Your instructions:
Of all the lines in the records below, copy only those that contain the string "text".

Exercise data:
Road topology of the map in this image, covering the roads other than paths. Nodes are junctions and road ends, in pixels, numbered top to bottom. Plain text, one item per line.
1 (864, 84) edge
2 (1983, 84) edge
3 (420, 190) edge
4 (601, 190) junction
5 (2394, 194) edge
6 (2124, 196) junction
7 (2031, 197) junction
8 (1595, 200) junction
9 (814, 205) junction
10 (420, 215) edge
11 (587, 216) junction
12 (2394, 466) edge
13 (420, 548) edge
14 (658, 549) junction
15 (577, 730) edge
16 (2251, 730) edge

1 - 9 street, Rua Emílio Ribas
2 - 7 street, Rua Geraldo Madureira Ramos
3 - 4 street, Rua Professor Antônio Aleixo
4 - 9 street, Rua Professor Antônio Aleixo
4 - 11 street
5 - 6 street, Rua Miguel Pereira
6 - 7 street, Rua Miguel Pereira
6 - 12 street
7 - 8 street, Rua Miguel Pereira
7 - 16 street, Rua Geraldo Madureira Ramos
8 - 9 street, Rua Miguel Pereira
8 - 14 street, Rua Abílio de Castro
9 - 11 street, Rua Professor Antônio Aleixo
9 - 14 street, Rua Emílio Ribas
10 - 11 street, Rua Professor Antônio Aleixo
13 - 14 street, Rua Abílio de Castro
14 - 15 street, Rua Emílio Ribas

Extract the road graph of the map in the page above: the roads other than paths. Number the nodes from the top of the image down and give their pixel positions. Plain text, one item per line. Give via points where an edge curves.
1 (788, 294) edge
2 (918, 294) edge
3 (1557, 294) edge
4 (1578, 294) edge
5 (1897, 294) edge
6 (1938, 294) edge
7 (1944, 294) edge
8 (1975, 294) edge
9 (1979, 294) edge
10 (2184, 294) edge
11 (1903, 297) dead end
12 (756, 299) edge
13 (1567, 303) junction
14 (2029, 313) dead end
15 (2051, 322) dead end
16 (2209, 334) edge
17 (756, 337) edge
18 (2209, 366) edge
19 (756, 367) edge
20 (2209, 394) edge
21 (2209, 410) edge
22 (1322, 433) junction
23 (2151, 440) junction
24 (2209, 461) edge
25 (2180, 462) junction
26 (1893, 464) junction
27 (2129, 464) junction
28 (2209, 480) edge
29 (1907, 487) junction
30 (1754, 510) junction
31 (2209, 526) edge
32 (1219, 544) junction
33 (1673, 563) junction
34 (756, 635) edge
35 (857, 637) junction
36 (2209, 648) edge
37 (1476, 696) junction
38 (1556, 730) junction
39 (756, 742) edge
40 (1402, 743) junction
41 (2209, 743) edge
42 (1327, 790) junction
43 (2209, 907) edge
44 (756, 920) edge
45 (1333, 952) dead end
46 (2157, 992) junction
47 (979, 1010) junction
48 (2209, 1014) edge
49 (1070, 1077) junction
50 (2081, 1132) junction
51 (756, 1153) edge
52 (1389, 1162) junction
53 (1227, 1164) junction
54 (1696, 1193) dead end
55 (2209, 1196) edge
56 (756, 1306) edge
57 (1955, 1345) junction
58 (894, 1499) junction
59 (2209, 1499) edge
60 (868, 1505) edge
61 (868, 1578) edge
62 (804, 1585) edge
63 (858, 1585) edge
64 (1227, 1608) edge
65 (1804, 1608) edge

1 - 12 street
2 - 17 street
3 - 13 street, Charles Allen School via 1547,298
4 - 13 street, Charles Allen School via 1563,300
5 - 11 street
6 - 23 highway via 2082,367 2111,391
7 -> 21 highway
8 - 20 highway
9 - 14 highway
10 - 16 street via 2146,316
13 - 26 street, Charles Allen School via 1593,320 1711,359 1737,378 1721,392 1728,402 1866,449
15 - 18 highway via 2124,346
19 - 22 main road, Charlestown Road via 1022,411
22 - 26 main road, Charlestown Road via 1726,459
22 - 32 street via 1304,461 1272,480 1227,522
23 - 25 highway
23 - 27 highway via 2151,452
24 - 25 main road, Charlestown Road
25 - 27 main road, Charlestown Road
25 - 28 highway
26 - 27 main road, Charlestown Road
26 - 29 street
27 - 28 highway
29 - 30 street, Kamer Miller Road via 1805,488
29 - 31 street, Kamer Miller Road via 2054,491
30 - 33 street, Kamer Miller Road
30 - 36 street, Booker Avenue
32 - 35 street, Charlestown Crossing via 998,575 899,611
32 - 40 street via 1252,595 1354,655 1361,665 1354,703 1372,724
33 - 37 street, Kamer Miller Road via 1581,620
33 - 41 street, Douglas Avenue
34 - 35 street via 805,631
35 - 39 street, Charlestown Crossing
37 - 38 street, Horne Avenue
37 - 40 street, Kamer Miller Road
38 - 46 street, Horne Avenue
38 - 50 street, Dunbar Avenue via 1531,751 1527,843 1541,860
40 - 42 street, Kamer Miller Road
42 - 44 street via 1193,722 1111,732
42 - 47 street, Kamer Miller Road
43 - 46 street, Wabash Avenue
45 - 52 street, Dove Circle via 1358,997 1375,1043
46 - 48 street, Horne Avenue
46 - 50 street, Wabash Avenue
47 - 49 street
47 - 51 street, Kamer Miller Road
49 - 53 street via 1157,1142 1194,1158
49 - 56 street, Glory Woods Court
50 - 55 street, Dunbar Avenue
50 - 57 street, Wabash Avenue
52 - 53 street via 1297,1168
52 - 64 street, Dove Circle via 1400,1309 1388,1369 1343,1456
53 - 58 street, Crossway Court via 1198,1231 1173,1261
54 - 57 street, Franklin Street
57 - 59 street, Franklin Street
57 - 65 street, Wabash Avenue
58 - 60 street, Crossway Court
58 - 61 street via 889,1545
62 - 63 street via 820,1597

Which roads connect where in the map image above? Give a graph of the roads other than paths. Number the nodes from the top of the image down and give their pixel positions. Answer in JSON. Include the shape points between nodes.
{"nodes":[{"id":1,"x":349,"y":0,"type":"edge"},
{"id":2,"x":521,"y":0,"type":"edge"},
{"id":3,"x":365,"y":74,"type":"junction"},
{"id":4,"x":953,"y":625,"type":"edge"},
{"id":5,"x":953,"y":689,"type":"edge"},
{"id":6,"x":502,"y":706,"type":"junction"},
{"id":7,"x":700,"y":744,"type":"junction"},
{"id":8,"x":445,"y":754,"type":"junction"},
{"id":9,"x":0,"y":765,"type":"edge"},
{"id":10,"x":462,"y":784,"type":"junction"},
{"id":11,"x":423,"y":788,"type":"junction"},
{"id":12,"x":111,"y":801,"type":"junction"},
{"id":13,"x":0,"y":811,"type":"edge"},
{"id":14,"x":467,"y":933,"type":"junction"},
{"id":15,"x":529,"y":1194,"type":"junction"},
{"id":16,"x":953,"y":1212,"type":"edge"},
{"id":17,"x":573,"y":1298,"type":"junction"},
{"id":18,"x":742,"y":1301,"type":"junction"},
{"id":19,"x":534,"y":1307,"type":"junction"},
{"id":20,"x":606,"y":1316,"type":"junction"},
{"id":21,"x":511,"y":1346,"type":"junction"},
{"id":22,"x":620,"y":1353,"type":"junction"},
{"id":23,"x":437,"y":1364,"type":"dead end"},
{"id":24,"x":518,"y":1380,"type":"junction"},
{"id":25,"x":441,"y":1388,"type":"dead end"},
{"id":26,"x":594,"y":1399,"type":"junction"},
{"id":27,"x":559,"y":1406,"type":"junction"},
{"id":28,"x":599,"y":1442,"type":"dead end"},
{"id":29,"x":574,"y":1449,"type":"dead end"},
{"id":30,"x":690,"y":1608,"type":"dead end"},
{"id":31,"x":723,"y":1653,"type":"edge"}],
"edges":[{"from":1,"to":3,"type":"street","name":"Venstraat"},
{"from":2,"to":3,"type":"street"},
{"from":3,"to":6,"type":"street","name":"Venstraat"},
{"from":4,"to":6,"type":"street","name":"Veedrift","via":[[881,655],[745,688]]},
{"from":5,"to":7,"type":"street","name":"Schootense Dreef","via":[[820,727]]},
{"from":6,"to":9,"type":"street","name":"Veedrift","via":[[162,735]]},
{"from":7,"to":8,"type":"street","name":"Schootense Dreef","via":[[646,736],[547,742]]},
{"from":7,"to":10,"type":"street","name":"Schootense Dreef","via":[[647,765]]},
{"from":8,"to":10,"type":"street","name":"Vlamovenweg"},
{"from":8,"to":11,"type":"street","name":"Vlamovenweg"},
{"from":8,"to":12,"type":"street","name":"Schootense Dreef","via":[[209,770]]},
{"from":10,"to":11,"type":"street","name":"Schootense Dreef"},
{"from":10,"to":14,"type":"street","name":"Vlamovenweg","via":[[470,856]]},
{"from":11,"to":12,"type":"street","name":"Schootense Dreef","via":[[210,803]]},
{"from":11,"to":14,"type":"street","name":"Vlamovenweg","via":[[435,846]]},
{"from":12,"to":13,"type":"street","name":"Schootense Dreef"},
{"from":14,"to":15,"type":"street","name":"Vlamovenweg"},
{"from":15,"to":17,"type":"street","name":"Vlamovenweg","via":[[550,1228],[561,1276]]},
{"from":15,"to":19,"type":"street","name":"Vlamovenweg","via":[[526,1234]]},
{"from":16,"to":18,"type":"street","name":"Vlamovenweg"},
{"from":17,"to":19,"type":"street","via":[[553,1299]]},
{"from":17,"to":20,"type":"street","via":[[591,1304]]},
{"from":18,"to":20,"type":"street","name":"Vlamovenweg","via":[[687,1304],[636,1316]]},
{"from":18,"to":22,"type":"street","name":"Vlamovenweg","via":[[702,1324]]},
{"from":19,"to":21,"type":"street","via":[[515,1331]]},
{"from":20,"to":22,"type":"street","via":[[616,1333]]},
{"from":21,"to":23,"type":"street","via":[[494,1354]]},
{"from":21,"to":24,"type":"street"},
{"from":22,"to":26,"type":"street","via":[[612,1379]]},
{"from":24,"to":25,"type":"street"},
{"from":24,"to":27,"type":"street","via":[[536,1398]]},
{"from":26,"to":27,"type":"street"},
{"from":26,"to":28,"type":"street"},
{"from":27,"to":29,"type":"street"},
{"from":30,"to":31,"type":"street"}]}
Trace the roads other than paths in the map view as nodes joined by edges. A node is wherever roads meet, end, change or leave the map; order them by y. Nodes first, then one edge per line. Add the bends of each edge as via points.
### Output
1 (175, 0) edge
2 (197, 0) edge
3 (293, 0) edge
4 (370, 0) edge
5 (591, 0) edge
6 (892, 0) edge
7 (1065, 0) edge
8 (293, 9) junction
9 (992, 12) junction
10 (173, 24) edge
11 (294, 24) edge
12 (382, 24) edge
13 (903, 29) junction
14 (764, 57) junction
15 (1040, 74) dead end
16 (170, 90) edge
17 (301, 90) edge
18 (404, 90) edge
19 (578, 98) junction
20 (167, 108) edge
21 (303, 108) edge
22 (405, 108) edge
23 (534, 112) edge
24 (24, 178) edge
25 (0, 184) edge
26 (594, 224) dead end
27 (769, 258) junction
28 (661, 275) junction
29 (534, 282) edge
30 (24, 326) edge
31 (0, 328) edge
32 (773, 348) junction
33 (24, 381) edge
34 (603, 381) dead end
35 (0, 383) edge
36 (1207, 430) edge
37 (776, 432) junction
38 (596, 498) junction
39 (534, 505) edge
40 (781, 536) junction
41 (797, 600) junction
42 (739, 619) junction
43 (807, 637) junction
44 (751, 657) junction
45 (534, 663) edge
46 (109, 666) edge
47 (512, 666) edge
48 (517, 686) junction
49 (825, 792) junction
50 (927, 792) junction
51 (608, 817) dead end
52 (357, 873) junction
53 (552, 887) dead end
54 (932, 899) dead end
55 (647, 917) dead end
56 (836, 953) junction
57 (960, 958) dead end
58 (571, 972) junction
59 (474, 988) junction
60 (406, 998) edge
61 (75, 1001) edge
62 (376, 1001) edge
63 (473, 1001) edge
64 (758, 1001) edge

Exercise solution:
Road topology of the map in this image, covering the roads other than paths. Nodes are junctions and road ends, in pixels, numbered top to bottom. Plain text, one item per line.
Extract the road graph of the map in the page above: the roads other than paths. Number the nodes from the top of the image down and give their pixel positions. Plain text, one item per line. Give via points where an edge curves.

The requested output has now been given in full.